Políticos repercutem operação policial contra Bolsonaro

Políticos repercutem operação policial contra Bolsonaro

Anotícia de que o ex-presidente Jair Bolsonaro foi alvo de busca e apreensão pela Polícia Federal foi comentada por políticos de diferentes correntes nas redes sociais. Enquanto opositores ao bolsonarismo comemoraram os mandados e, em especial, o fato de Bolsonaro estar agora obrigado a usar tornozeleira eletrônica, familiares e correligionários do ex-presidentes lamentaram esta que, segundo eles, seria uma humilhação promovida pelo Supremo Tribunal Federal (STF).

Um dos primeiros a se manifestar foi o deputado Lindbergh Farias (PT-RJ). O deputado diz que a decisão de impor tornozeleira a Jair Bolsonaro teve origem em uma representação protocolada pelo próprio Lindbergh contra o filho do ex-presidente, Eduardo Bolsonaro.

“Ao denunciar a tentativa de Tarcísio de facilitar a fuga de Jair, reforçamos a urgência da medida cautelar de monitoramento eletrônico com tornozeleira. Com base nesses elementos, o ministro Alexandre de Moraes ampliou o escopo do inquérito para incluir Jair Bolsonaro e determinou as medidas cautelares. É uma vitória do Estado de Direito contra o golpismo transnacional”, postou o deputado.

Rival histórica de Bolsonaro, a deputada Maria do Rosário (PT-RS) disse que a operação de hoje diminui o risco de fuga do ex-presidente acusado de uma série de crimes. “Não dá pra deixar esse criminoso fugir. Bolsonaro começa a ser responsabilizado por seus crimes contra o Brasil”, disse a deputada.

Secretário nacional de Comunicação do PT e deputado federal por São Paulo, Jilmar Tatto postou um vídeo nas redes sociais de seu partido, no qual comenta a operação de busca e apreensão na casa de Jair Bolsonaro, em Brasília.

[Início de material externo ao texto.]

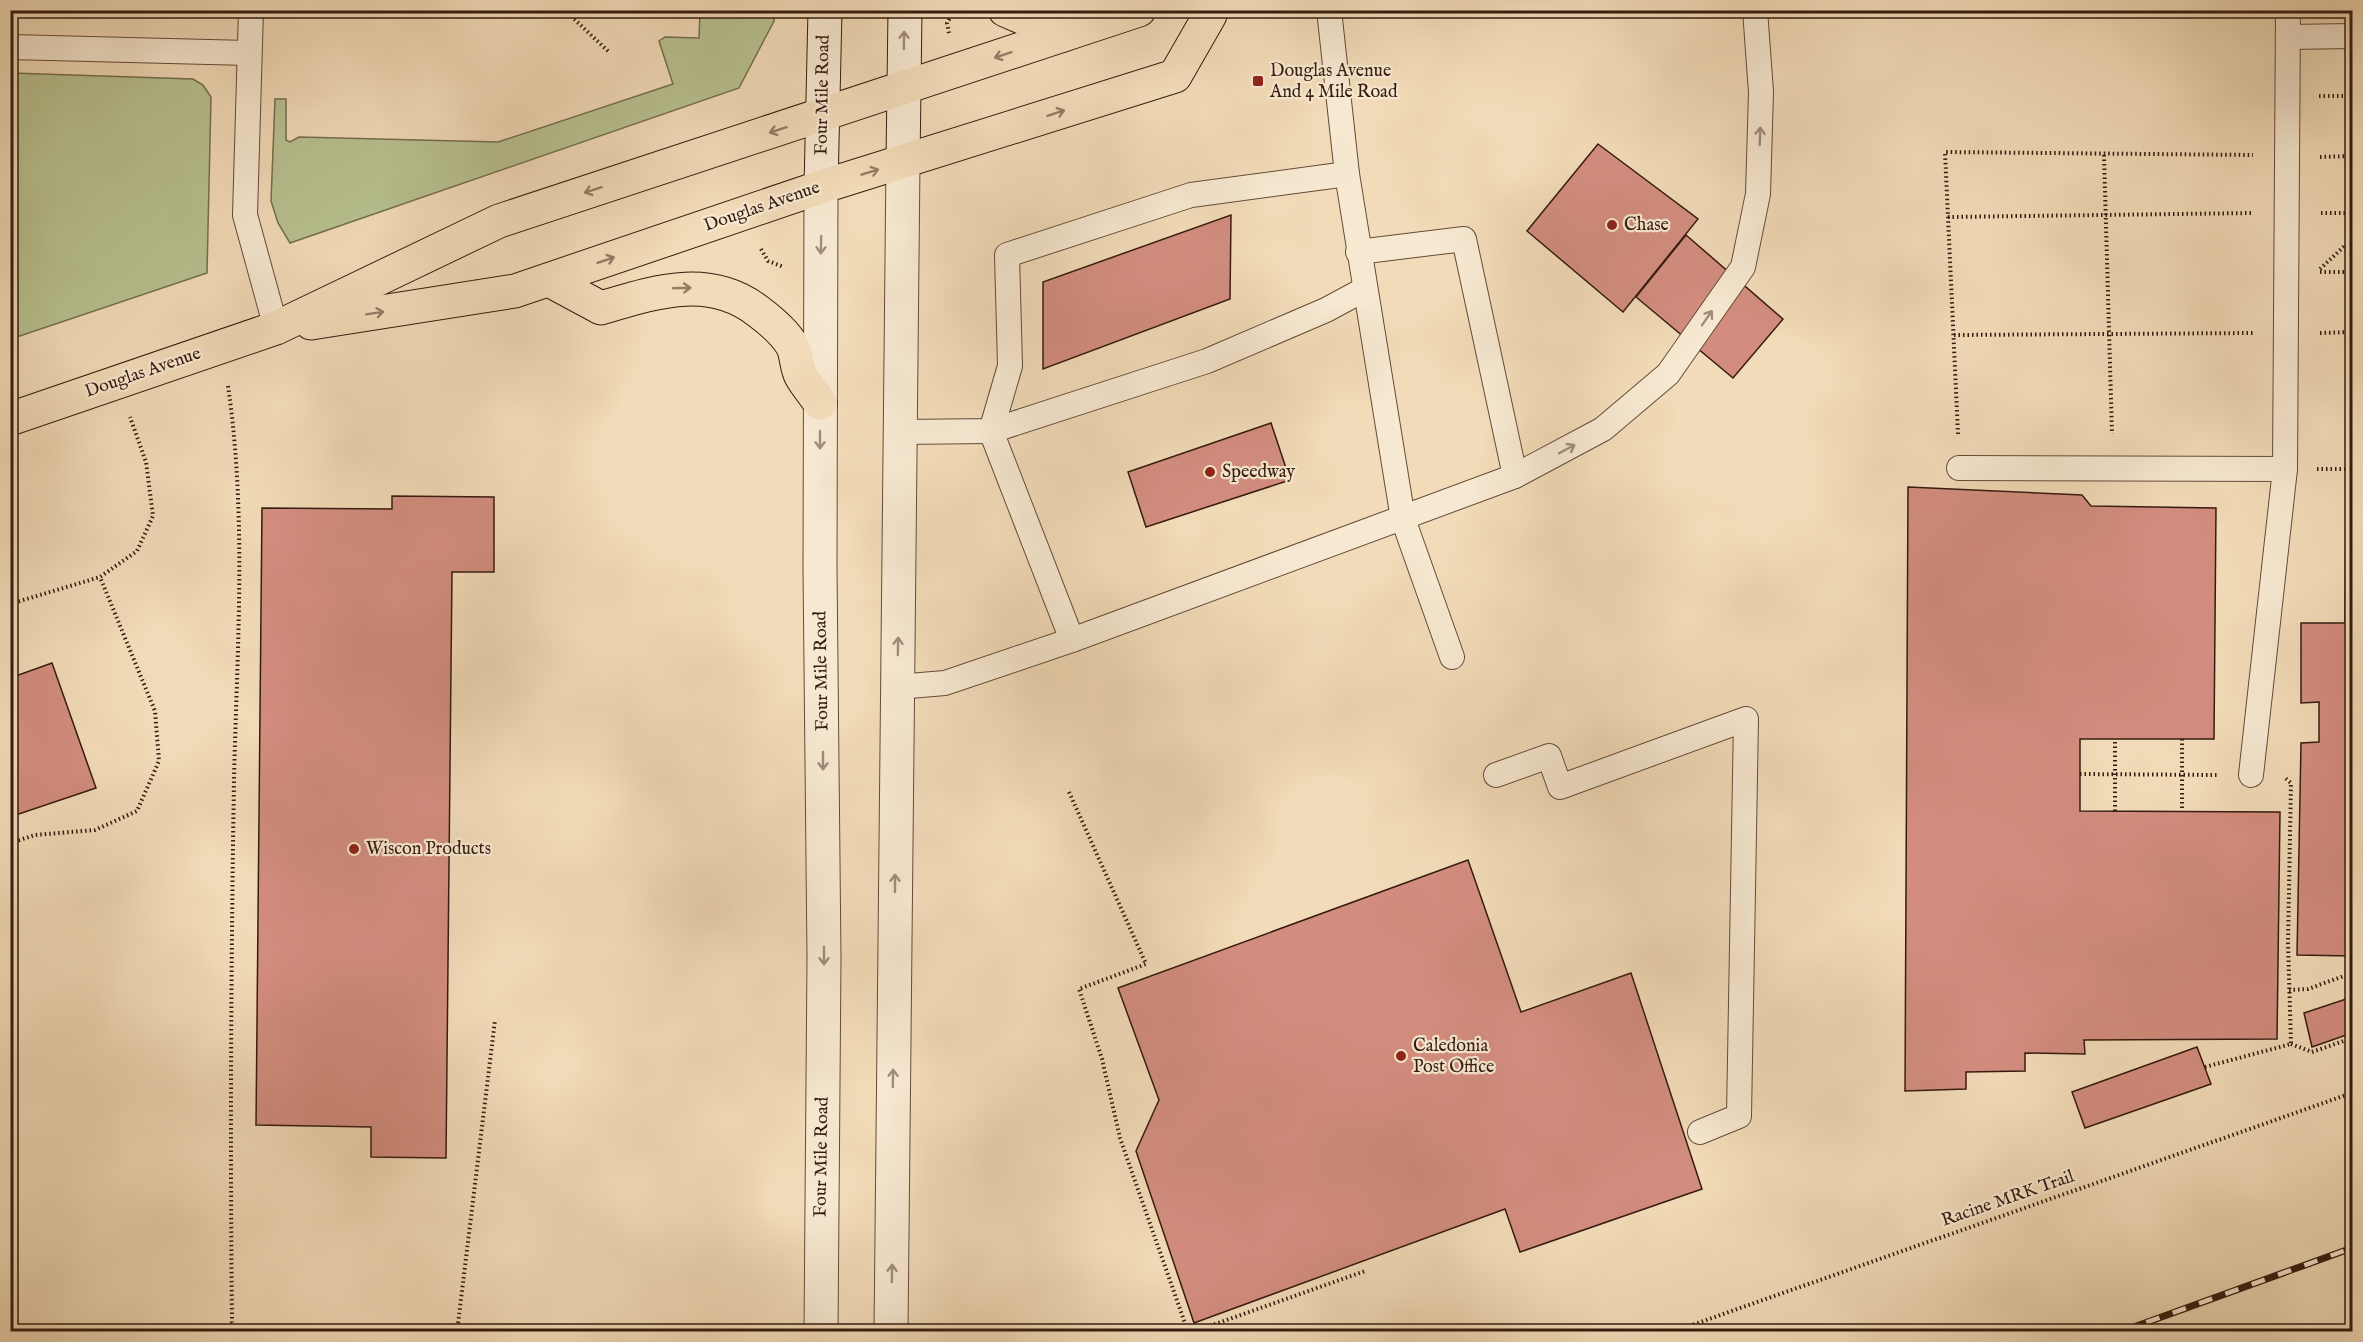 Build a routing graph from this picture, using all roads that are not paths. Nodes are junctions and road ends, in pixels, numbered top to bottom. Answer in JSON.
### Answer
{"nodes":[{"id":1,"x":251,"y":10,"type":"edge"},
{"id":2,"x":825,"y":10,"type":"edge"},
{"id":3,"x":905,"y":10,"type":"edge"},
{"id":4,"x":1005,"y":10,"type":"edge"},
{"id":5,"x":1139,"y":10,"type":"edge"},
{"id":6,"x":1329,"y":10,"type":"edge"},
{"id":7,"x":1755,"y":10,"type":"edge"},
{"id":8,"x":2288,"y":10,"type":"edge"},
{"id":9,"x":1205,"y":12,"type":"edge"},
{"id":10,"x":1063,"y":35,"type":"junction"},
{"id":11,"x":2352,"y":36,"type":"edge"},
{"id":12,"x":2288,"y":37,"type":"junction"},
{"id":13,"x":10,"y":47,"type":"edge"},
{"id":14,"x":249,"y":53,"type":"junction"},
{"id":15,"x":903,"y":88,"type":"junction"},
{"id":16,"x":822,"y":115,"type":"junction"},
{"id":17,"x":903,"y":162,"type":"junction"},
{"id":18,"x":1347,"y":174,"type":"junction"},
{"id":19,"x":821,"y":187,"type":"junction"},
{"id":20,"x":1358,"y":252,"type":"junction"},
{"id":21,"x":549,"y":280,"type":"junction"},
{"id":22,"x":1365,"y":289,"type":"junction"},
{"id":23,"x":276,"y":328,"type":"junction"},
{"id":24,"x":820,"y":403,"type":"junction"},
{"id":25,"x":10,"y":419,"type":"edge"},
{"id":26,"x":991,"y":431,"type":"junction"},
{"id":27,"x":900,"y":432,"type":"junction"},
{"id":28,"x":1959,"y":468,"type":"road end"},
{"id":29,"x":2285,"y":469,"type":"junction"},
{"id":30,"x":1515,"y":476,"type":"junction"},
{"id":31,"x":1403,"y":519,"type":"junction"},
{"id":32,"x":1072,"y":640,"type":"junction"},
{"id":33,"x":1452,"y":657,"type":"dead end"},
{"id":34,"x":897,"y":687,"type":"junction"},
{"id":35,"x":1496,"y":775,"type":"dead end"},
{"id":36,"x":2251,"y":775,"type":"road end"},
{"id":37,"x":1700,"y":1132,"type":"dead end"},
{"id":38,"x":820,"y":1332,"type":"edge"},
{"id":39,"x":891,"y":1332,"type":"edge"}],
"edges":[{"from":1,"to":14,"type":"lane"},
{"from":2,"to":16,"type":"street","name":"Four Mile Road"},
{"from":15,"to":3,"type":"street","one_way":true},
{"from":4,"to":10,"type":"main road"},
{"from":5,"to":10,"type":"main road","name":"Douglas Avenue"},
{"from":6,"to":18,"type":"lane"},
{"from":30,"to":7,"type":"lane","one_way":true},
{"from":8,"to":12,"type":"lane"},
{"from":17,"to":9,"type":"main road","name":"Douglas Avenue","one_way":true},
{"from":10,"to":15,"type":"main road","name":"Douglas Avenue","one_way":true},
{"from":11,"to":12,"type":"lane"},
{"from":12,"to":29,"type":"lane"},
{"from":13,"to":14,"type":"lane"},
{"from":14,"to":23,"type":"lane"},
{"from":15,"to":16,"type":"main road","name":"Douglas Avenue"},
{"from":15,"to":17,"type":"street"},
{"from":16,"to":19,"type":"street","name":"Four Mile Road"},
{"from":16,"to":23,"type":"main road","name":"Douglas Avenue","one_way":true},
{"from":19,"to":17,"type":"main road","name":"Douglas Avenue","one_way":true},
{"from":17,"to":27,"type":"street"},
{"from":18,"to":20,"type":"lane"},
{"from":18,"to":26,"type":"lane"},
{"from":21,"to":19,"type":"main road","name":"Douglas Avenue","one_way":true},
{"from":19,"to":24,"type":"street","name":"Four Mile Road","one_way":true},
{"from":20,"to":22,"type":"lane"},
{"from":20,"to":30,"type":"lane"},
{"from":23,"to":21,"type":"main road","name":"Douglas Avenue","one_way":true},
{"from":21,"to":24,"type":"main road","one_way":true},
{"from":22,"to":26,"type":"lane"},
{"from":22,"to":31,"type":"lane"},
{"from":23,"to":25,"type":"main road","name":"Douglas Avenue"},
{"from":24,"to":38,"type":"street","name":"Four Mile Road","one_way":true},
{"from":26,"to":27,"type":"lane"},
{"from":26,"to":32,"type":"lane"},
{"from":34,"to":27,"type":"street","one_way":true},
{"from":28,"to":29,"type":"lane"},
{"from":29,"to":36,"type":"lane"},
{"from":30,"to":31,"type":"lane"},
{"from":31,"to":32,"type":"lane"},
{"from":31,"to":33,"type":"lane"},
{"from":32,"to":34,"type":"lane"},
{"from":39,"to":34,"type":"street","one_way":true},
{"from":35,"to":37,"type":"lane"}]} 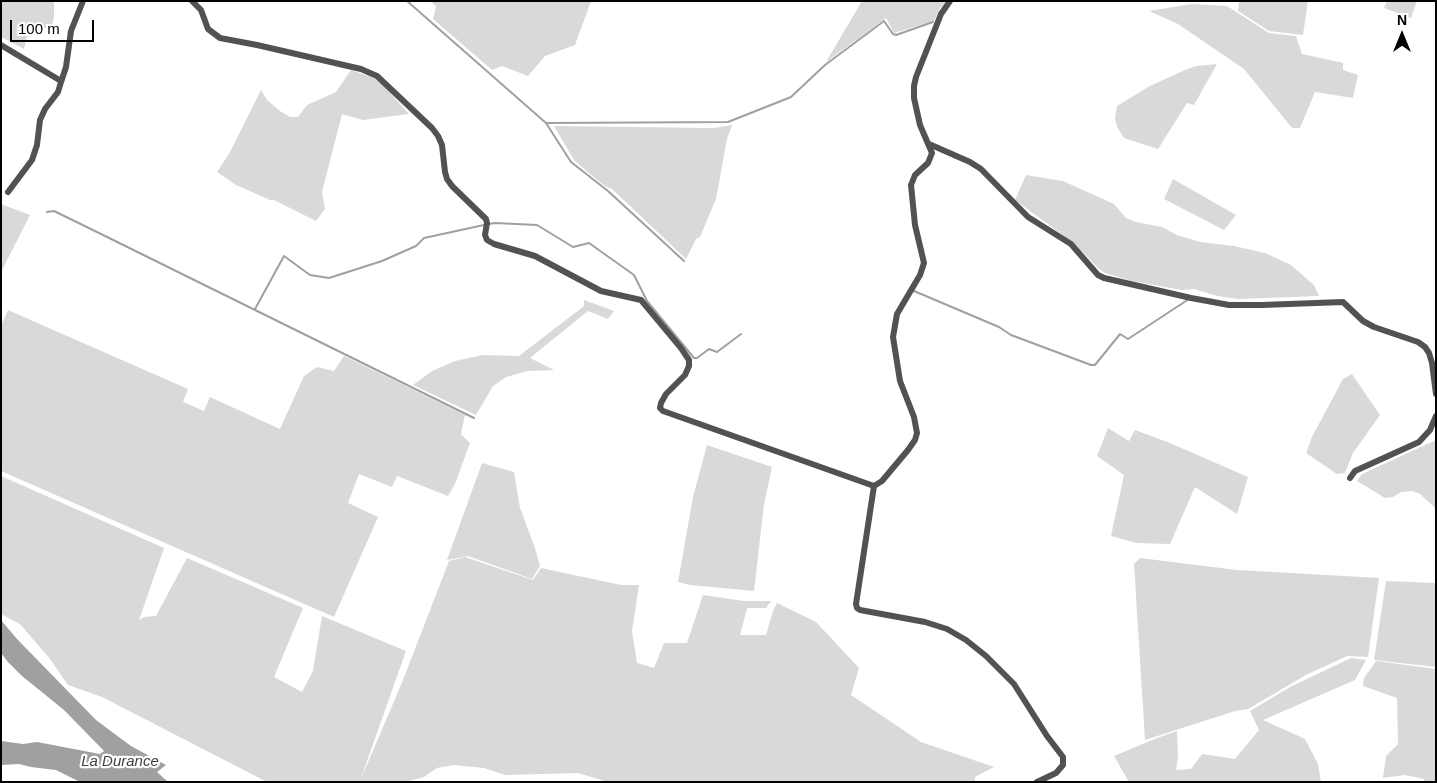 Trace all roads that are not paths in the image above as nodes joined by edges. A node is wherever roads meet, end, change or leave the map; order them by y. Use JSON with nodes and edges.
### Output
{"nodes":[{"id":1,"x":83,"y":1,"type":"edge"},
{"id":2,"x":192,"y":1,"type":"edge"},
{"id":3,"x":950,"y":1,"type":"edge"},
{"id":4,"x":1,"y":45,"type":"edge"},
{"id":5,"x":61,"y":81,"type":"junction"},
{"id":6,"x":929,"y":144,"type":"junction"},
{"id":7,"x":8,"y":192,"type":"dead end"},
{"id":8,"x":1436,"y":394,"type":"edge"},
{"id":9,"x":1436,"y":416,"type":"edge"},
{"id":10,"x":1350,"y":478,"type":"dead end"},
{"id":11,"x":875,"y":486,"type":"junction"},
{"id":12,"x":1037,"y":782,"type":"edge"}],
"edges":[{"from":1,"to":5,"type":"street"},
{"from":2,"to":11,"type":"street"},
{"from":3,"to":6,"type":"street"},
{"from":4,"to":5,"type":"street"},
{"from":5,"to":7,"type":"street"},
{"from":6,"to":8,"type":"street"},
{"from":6,"to":11,"type":"street"},
{"from":9,"to":10,"type":"street"},
{"from":11,"to":12,"type":"street"}]}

“Não era sem tempo. Confesso que estava agoniado, com receio de ele [Bolsonaro] fugir do país, como o filho dele [Eduardo Bolsonaro] fugiu. Golpista tem que ir para a cadeia”, disse o deputado em meio a agradecimentos ao STF pela iniciativa.

Filhos

Também via redes sociais, Eduardo Bolsonaro disse que o ministro Alexandre de Moraes, do STF, redobrou a aposta após a troca de mensagens entre o ex-presidente e Donald Trump. Ele criticou as ordens dadas por Moraes, de colocar as tornozeleiras; e as proibições de deslocamento, comunicação, e de uso de redes sociais.

Outro filho do ex-presidente, o senador Flávio Bolsonaro (PL-RJ) disse que “a proposital humilhação” deixará cicatrizes nele e no pai. “Proibir o pai de falar com o próprio filho é o maior símbolo do ódio que tomou conta de Alexandre de Moraes”, disse.

Em post publicado nas redes sociais o líder do Partido Liberal (PL) na Câmara, deputado Sóstenes Cavalcante, lamentou a decisão da Justiça que determina o uso da tornozeleira eletrônica.

O PL também divulgou nota e manifestou “estranheza e repúdio” diante da operação da PF. Segundo a nota, assinada pelo presidente do partido, Valdemar Costa Neto, Jair Bolsonaro “sempre esteve à disposição das autoridades”.